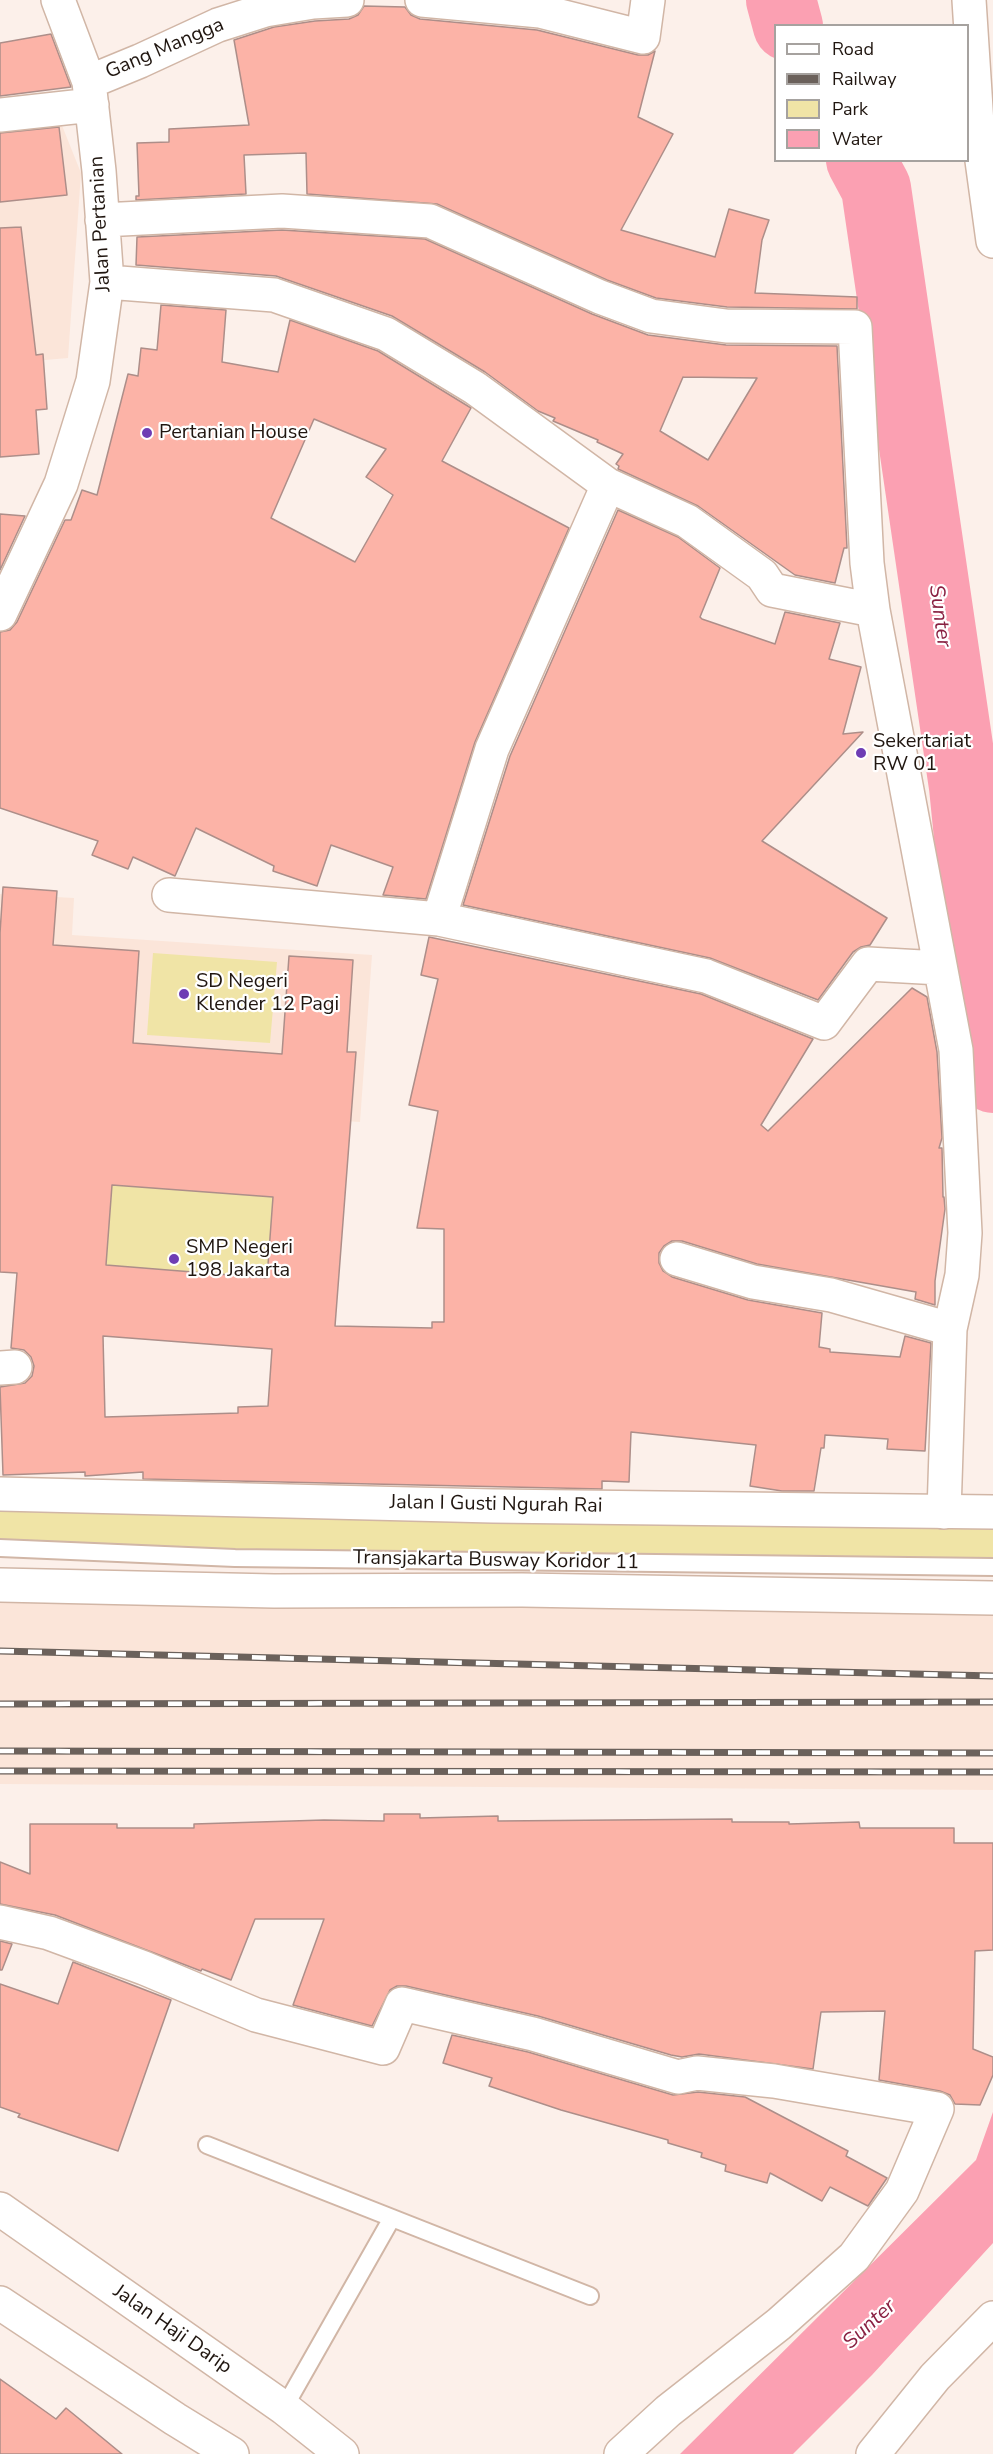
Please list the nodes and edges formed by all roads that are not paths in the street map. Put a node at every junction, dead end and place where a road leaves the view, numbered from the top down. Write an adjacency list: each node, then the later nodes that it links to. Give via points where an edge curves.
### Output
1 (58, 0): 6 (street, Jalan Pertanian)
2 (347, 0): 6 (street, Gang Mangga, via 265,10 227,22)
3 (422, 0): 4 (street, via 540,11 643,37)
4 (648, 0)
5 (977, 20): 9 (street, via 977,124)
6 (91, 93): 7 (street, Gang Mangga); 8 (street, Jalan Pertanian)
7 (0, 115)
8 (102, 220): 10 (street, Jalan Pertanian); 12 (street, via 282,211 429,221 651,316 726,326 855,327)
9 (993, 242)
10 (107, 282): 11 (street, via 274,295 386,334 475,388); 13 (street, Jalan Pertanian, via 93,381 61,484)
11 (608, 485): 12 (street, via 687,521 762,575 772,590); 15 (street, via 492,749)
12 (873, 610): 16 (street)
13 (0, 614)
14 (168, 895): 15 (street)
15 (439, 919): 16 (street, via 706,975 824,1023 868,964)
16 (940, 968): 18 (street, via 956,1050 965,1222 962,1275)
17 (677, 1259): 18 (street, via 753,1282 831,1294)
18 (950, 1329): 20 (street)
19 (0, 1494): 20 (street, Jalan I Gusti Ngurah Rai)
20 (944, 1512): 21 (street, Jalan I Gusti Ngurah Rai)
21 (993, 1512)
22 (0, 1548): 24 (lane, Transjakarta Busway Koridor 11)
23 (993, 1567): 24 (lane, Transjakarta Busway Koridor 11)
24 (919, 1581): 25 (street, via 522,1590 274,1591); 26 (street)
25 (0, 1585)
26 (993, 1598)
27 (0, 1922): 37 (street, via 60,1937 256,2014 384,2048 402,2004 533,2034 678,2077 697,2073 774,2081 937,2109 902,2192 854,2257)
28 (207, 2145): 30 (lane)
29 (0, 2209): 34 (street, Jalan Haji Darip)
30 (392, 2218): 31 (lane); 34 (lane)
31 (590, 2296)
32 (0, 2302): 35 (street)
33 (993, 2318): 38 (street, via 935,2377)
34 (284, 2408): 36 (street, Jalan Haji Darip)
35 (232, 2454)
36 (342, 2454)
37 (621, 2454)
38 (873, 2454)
...
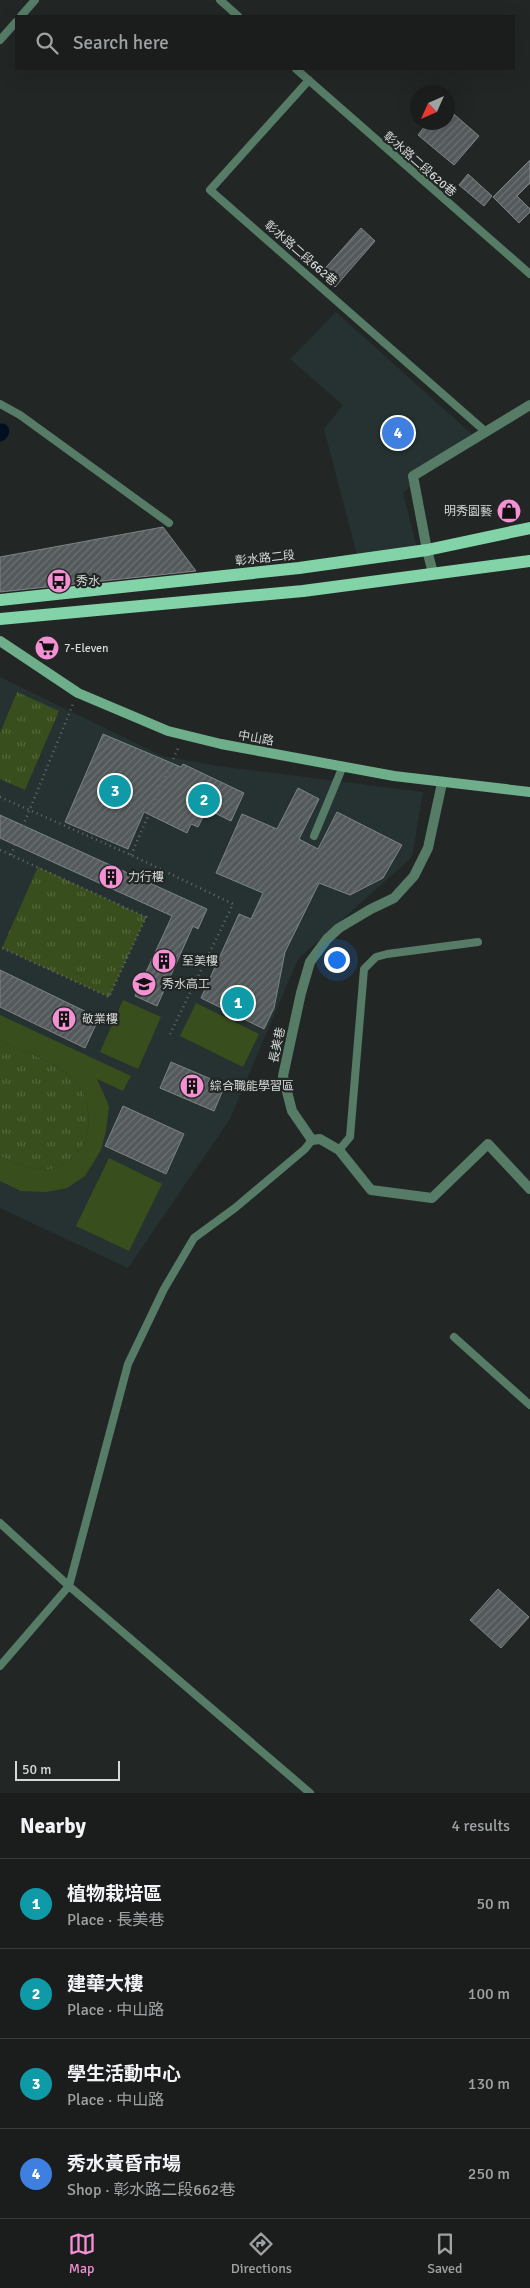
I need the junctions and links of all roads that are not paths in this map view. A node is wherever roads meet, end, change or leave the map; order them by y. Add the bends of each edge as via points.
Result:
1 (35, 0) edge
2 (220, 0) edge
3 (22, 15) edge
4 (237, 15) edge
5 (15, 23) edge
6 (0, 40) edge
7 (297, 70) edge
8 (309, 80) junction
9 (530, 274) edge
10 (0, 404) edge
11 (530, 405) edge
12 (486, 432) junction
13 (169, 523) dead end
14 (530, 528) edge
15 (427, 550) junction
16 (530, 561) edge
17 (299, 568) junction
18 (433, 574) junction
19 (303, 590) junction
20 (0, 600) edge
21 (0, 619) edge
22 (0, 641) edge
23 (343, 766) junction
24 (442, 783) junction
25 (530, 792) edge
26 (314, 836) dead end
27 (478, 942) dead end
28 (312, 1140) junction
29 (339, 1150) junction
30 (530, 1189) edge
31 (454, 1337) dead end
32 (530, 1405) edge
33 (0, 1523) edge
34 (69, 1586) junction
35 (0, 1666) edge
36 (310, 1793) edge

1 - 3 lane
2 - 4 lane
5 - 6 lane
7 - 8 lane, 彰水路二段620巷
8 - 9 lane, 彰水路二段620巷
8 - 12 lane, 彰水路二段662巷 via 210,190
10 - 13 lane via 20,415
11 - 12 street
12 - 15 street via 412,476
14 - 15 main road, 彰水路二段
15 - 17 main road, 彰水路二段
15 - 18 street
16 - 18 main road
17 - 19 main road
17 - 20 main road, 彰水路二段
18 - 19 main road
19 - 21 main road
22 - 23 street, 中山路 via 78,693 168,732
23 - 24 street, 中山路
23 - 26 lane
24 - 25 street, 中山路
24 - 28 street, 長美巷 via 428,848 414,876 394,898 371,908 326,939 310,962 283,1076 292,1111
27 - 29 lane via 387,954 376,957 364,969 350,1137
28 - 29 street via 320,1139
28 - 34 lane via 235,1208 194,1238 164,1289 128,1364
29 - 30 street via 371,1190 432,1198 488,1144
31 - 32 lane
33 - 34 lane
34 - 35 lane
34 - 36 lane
* * *
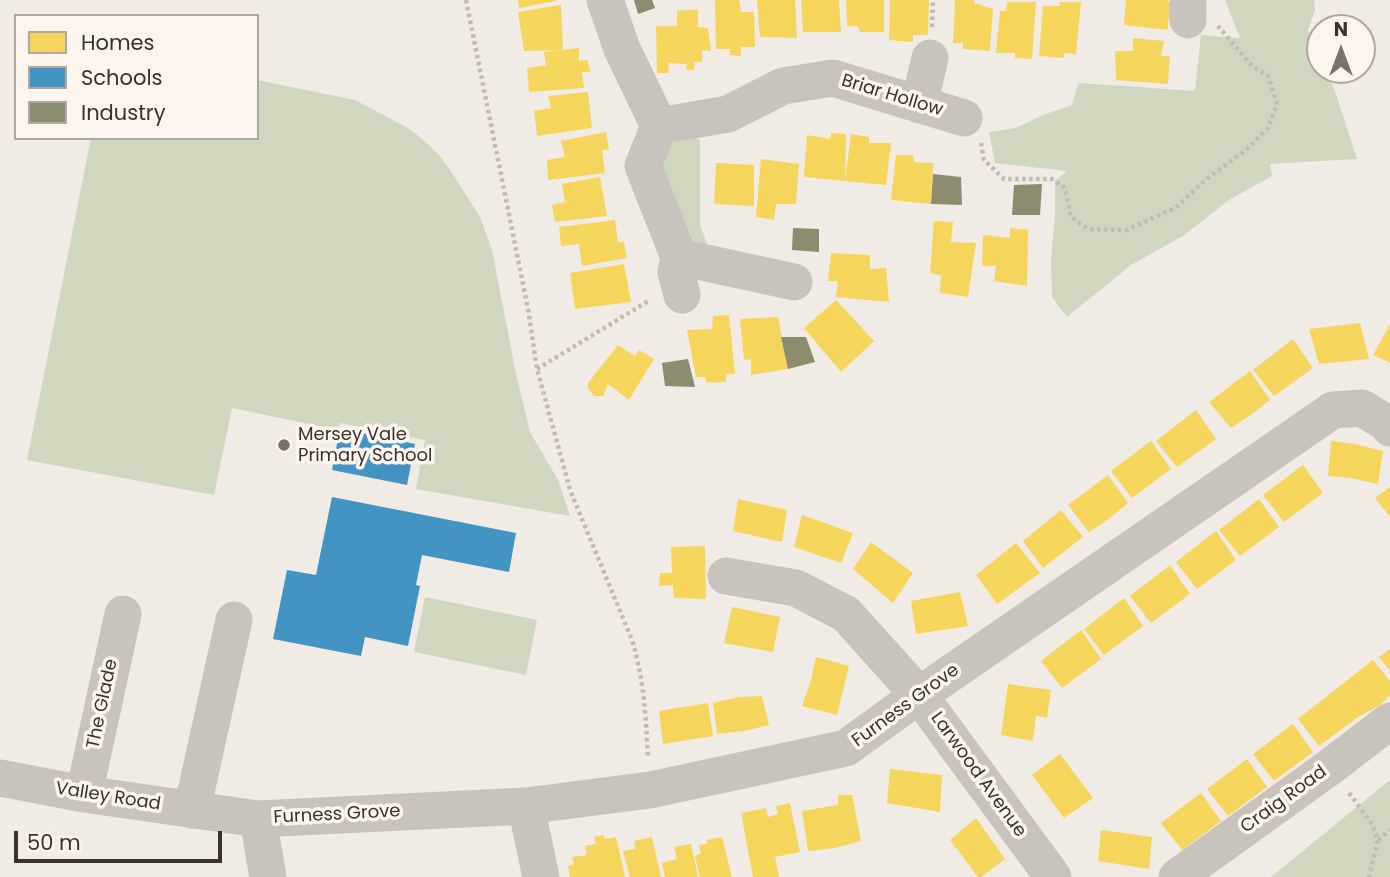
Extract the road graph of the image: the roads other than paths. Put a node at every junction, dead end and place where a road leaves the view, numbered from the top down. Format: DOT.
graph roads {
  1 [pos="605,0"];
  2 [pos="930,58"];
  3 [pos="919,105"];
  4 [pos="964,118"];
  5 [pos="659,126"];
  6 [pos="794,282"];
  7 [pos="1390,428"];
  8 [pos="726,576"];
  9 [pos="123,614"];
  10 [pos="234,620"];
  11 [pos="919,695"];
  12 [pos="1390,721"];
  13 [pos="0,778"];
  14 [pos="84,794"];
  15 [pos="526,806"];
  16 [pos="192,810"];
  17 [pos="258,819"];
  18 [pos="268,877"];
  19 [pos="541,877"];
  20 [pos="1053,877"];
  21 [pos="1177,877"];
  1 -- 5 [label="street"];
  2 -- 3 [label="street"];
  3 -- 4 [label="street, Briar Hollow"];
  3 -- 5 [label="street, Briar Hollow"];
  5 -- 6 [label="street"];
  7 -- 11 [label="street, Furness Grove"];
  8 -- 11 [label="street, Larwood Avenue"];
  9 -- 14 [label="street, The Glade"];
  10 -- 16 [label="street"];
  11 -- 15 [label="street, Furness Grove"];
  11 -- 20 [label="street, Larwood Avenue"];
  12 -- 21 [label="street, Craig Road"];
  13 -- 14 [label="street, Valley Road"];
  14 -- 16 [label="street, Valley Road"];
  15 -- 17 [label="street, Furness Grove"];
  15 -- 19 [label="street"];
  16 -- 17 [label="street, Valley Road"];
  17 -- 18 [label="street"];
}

- [Assignment]
Return the lines above that include the string "Transjakarta".

- [Finished exercise]
22 (0, 1548): 24 (lane, Transjakarta Busway Koridor 11)
23 (993, 1567): 24 (lane, Transjakarta Busway Koridor 11)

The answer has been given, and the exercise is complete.